The following models are available through the model registry:

  • RandomForest: Random Forest Classifier
  • SVM: Support Vector Machine with RBF kernel
  • KNN: k-Nearest Neighbors
  • XGBoost: XGBoost Classifier
  • CanonicalIntervalForest: Canonical Interval Forest (time series)
  • TimeSeriesForest: Time Series Forest Classifier
  • QUANT: QUANT Classifier (time series)
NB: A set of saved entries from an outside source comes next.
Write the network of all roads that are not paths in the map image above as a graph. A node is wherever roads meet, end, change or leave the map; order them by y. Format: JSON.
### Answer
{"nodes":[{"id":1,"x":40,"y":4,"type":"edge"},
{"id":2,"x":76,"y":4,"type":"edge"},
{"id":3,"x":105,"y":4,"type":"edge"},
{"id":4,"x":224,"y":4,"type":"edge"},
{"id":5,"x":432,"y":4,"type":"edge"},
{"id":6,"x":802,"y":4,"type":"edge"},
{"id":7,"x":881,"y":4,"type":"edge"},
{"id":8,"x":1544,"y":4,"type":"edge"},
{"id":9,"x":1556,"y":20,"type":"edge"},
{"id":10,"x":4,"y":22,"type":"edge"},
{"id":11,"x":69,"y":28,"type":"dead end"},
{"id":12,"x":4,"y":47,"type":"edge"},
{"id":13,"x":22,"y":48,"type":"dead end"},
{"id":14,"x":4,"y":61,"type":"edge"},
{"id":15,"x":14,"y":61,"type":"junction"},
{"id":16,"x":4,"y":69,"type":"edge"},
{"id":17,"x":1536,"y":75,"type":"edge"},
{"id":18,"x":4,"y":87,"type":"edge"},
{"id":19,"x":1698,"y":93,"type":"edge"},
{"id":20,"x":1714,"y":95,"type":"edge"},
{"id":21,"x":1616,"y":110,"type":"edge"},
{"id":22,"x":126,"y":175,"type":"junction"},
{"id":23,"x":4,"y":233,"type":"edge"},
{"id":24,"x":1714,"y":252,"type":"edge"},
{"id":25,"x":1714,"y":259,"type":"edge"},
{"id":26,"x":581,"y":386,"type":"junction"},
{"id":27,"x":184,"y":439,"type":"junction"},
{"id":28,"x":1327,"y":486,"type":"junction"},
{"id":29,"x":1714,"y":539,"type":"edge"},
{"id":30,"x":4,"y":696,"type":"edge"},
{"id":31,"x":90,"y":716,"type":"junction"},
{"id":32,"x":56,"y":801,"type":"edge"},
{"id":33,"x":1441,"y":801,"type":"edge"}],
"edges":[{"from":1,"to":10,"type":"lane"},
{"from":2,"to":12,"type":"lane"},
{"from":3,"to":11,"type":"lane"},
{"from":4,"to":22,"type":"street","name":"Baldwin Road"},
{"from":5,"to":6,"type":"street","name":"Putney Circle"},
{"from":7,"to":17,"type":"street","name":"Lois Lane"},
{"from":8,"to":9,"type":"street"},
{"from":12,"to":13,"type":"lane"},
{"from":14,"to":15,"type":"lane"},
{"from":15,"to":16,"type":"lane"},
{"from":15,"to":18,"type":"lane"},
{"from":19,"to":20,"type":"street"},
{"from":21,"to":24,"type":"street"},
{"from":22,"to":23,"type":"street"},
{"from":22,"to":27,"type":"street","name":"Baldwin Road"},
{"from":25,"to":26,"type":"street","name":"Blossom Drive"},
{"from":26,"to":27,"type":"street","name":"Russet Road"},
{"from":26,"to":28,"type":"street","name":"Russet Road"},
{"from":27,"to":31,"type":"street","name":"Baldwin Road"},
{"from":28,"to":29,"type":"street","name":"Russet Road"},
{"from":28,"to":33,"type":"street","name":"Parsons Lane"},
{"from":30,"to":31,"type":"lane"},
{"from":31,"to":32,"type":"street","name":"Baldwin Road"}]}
To add a new model, simply update the MODEL_REGISTRY dictionary in models/model_registry.py:

MODEL_REGISTRY = {
    # ... existing models ...
    "MyNewModel": lambda: MyModelClass(param1=value1, param2=value2)
}

Cross-Validation

The pipeline uses k-fold cross-validation at the subject level, ensuring that data from the same subject doesn't appear in both training and testing sets:

# Example cross-validation logic
kf = KFold(n_splits=n_splits, shuffle=True, random_state=42)
for fold, (train_idx, test_idx) in enumerate(kf.split(file_keys), start=1):
    train_files = [file_keys[i] for i in train_idx]
    test_files = [file_keys[i] for i in test_idx]
  
    # Process and train on this fold
    # ...

Example Workflow

Here's an example workflow for a complete analysis:

  1. Prepare WESAD Dataset: Ensure you have the WESAD dataset as pickle files
  2. Run Full Cross-Validation:
python main.py \
  --data_dir /path/to/wesad/data \
  --results_dir stress_analysis_results \
  --model_name RandomForest \
  --n_splits 5 \
  --feature_selection \
  --save_datasets
  1. Analyze Results: Examine confusion matrices and classification reports in the results directory

Extending the Pipeline

Adding New Features

To add new features, extend the extract_signal_features function in features/feature_extractor.py:

def extract_my_new_feature(signal):
    # Implement your feature extraction logic
    return {"my_new_feature": calculated_value}

def extract_signal_features(win, signal_name, fs):
    features = {}
    # ... existing code ...
  
    # Add your new feature
    my_features = extract_my_new_feature(signal)
    features.update({f"{signal_name}_{k}": v for k, v in my_features.items()})
  
    return features

Adding New Signals

To support new signal types, update the SIGNAL_CONFIG dictionary in utils/data_loader.py:

SIGNAL_CONFIG = {
    # ... existing signals ...
    ('new_device', 'NEW_SIGNAL'): {'fs': 256, 'window_s': 1.0},
}

Troubleshooting

Missing Values

If you encounter issues with missing values, try using a different imputation strategy:

python main.py --data_dir /path/to/data --imputer median

Memory Issues

For large datasets, consider processing subjects one by one instead of preloading all data:

python main.py --data_dir /path/to/data --use_cache cache_file.pkl

Library Compatibility

If you encounter issues with library dependencies, ensure you have compatible versions:

pip install -r requirements.txt  # Create this file with specific version numbers

Contributing

Contributions to improve the WESAD pipeline are welcome! Please follow these steps:

  1. Fork the repository
  2. Create a feature branch
  3. Add your changes
  4. Submit a pull request

License

This project is licensed under the GNUv3 License - see the LICENSE file for details.

Acknowledgments

  • The WESAD dataset creators for providing multimodal physiological signals
  • Contributors to the scientific libraries used in this project

For questions or support, please open an issue in the repository.

About

The WESAD (Wearable Stress and Affect Detection) Pipeline is a machine learning framework designed to process and analyse physiological signals for stress detection.